By CLAUDIA ELLIOTT For Tehachapi News
Donors and supporters of a new flight test museum to be built just outside the gates of Edwards Air Force Base took to the skies above Tehachapi on Saturday.
Organizer Rex Moen said glider rides and a related ground school were provided as part of the Life Friend fundraising drive for the Flight Test Museum Foundation.
Life Friend memberships range in price from $500 for senior citizens to $100,000 for diamond memberships. When the membership campaign was kicked off earlier this year, teams were formed and the glider rides are provided to the top teams each quarter.
Saturday’s event was the second held at Skylark North Glider Flight School at Tehachapi’s Mountain Valley Airport. The first event was held during the Tehachapi Mountain Festival in August as storm clouds from Tropical Cyclone Hilary were gathering.
Nick Markroglous, 13, a Civil Air Patrol cadet from Tehachapi, was among those riding in gliders Saturday. His parents, John and Sam Markroglous, and grandfather Jed Hannan, turned out to watch.
Others enjoying flights were Jose Rios Jr., representing Allen Hoffman of Grayson Foundation, Daniel Osborne, representing the National Electrical Contractors Association of Los Angeles County, Cody Brooks, representing Kern County International Brotherhood of Electrical Workers, Dominic Moen, who handles video and photography for the foundation, and Drew Avery, representing Rex Moen.
The glider pilots were David Lynes and Andrew Dever, flight instructors from the Edwards AFB Test Pilot School who volunteered for the event. Ivan Briggs of Skylark North piloted the tow plane.
The museum
The current museum is on base grounds, about five miles past the base’s Visitor Control Center.
For more than 40 years the foundation worked to raise funds to support the museum.
Prior to the terrorist attacks of Sept. 11, 2001, the current museum was more accessible to the public. But since then, access has been very limited, and the foundation has committed to building a new structure to allow exhibits in the museum to be housed in a larger space in a location that can allow much more public access.
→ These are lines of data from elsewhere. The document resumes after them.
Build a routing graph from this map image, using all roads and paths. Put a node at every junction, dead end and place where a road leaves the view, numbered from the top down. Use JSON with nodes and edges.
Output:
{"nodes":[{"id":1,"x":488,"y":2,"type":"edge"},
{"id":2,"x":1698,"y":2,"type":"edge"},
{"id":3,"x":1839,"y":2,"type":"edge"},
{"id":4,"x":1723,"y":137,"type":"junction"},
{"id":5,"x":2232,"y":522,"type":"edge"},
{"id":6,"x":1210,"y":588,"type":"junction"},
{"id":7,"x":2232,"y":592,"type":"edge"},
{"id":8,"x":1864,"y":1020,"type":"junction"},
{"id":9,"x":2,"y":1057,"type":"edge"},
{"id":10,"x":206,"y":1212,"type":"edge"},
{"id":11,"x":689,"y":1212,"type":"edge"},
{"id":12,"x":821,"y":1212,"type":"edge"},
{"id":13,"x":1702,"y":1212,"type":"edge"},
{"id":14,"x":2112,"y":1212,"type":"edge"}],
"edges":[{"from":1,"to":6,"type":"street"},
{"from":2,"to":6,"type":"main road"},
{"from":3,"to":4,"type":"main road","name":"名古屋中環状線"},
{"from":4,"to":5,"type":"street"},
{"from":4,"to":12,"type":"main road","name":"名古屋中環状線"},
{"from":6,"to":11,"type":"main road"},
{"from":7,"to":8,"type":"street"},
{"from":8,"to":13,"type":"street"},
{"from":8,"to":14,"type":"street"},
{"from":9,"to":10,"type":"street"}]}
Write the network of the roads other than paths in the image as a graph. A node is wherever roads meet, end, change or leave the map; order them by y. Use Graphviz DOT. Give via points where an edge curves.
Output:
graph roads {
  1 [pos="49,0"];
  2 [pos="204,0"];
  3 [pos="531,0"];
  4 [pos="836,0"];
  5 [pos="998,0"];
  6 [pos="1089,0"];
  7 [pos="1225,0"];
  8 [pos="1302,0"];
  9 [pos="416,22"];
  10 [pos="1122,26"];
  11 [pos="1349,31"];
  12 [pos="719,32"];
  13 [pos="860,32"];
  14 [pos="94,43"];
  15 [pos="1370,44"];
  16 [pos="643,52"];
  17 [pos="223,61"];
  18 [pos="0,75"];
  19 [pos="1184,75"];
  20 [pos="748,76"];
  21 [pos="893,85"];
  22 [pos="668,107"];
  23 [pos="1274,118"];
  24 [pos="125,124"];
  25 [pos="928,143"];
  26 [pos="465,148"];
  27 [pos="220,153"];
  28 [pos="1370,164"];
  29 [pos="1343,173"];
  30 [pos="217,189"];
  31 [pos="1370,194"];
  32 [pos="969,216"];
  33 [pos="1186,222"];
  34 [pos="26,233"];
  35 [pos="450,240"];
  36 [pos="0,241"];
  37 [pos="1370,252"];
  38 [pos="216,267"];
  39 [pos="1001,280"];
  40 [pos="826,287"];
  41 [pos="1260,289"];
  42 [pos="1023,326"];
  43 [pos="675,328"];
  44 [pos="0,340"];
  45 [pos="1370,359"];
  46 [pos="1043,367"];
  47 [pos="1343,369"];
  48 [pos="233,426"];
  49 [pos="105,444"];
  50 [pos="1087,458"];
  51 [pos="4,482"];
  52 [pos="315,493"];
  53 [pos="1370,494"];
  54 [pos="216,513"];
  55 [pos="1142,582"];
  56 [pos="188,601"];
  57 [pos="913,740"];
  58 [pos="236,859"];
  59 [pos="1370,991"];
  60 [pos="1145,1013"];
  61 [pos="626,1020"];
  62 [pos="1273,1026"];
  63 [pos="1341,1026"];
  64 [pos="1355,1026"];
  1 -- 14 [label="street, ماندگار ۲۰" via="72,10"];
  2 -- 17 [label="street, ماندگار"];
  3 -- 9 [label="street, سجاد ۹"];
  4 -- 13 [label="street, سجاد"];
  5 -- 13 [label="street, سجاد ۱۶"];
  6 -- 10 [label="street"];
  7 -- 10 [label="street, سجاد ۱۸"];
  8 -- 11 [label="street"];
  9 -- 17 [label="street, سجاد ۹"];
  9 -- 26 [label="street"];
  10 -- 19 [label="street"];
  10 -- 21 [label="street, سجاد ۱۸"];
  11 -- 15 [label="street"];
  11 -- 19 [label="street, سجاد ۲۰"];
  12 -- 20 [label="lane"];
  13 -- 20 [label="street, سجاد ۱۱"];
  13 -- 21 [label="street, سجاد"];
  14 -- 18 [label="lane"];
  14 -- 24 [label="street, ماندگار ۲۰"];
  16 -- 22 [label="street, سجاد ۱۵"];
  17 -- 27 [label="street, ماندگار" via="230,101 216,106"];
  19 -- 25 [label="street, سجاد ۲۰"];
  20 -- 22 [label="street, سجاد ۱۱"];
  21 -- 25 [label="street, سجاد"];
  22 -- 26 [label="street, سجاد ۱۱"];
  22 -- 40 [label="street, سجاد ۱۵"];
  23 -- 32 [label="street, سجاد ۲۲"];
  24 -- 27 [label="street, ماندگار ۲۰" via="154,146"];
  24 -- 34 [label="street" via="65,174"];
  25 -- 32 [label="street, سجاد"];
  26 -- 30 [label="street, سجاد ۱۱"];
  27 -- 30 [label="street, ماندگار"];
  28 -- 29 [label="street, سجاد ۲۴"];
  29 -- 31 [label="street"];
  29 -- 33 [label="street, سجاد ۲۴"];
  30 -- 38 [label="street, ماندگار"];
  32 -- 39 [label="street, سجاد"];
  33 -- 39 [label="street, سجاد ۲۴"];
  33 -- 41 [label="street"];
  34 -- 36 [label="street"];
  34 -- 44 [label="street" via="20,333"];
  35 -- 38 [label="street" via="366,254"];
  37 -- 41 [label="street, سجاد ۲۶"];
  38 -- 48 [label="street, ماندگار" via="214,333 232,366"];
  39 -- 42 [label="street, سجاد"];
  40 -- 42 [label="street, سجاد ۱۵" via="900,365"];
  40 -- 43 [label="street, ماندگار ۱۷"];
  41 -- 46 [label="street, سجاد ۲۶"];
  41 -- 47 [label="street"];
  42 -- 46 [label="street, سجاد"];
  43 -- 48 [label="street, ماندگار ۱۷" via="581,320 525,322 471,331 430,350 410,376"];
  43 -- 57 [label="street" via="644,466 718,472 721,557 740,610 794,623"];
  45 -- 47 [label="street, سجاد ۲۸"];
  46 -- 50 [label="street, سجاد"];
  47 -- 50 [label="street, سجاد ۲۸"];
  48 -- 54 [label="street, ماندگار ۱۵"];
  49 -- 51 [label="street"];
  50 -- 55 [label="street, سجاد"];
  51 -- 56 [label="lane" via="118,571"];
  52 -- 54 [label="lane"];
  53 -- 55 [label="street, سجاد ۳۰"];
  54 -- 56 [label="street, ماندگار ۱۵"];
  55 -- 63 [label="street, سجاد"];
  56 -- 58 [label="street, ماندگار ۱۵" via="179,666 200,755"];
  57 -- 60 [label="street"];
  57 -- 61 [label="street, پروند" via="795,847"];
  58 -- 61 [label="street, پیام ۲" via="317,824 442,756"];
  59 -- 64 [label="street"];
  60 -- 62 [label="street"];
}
At the groundbreaking for the new museum in March 2018, estimates were that the first building could be complete in about two years. But then along came the COVID-19 pandemic — accompanied by supply chain issues — and then inflation. Construction is currently stalled until more funds can be raised.
“We had the money,” Moen said in April when the current fundraising campaign kicked off. “But inflation means that materials will cost about $1.2 million more than projected. Just the hangar door will cost $300,000.”
On Saturday, he said the current campaign had raised almost enough money for the door.
A former Tehachapi resident, Moen moved to San Diego County in 2013. Still, he remains active with the foundation, serves as an executive board member, and chairs fundraising.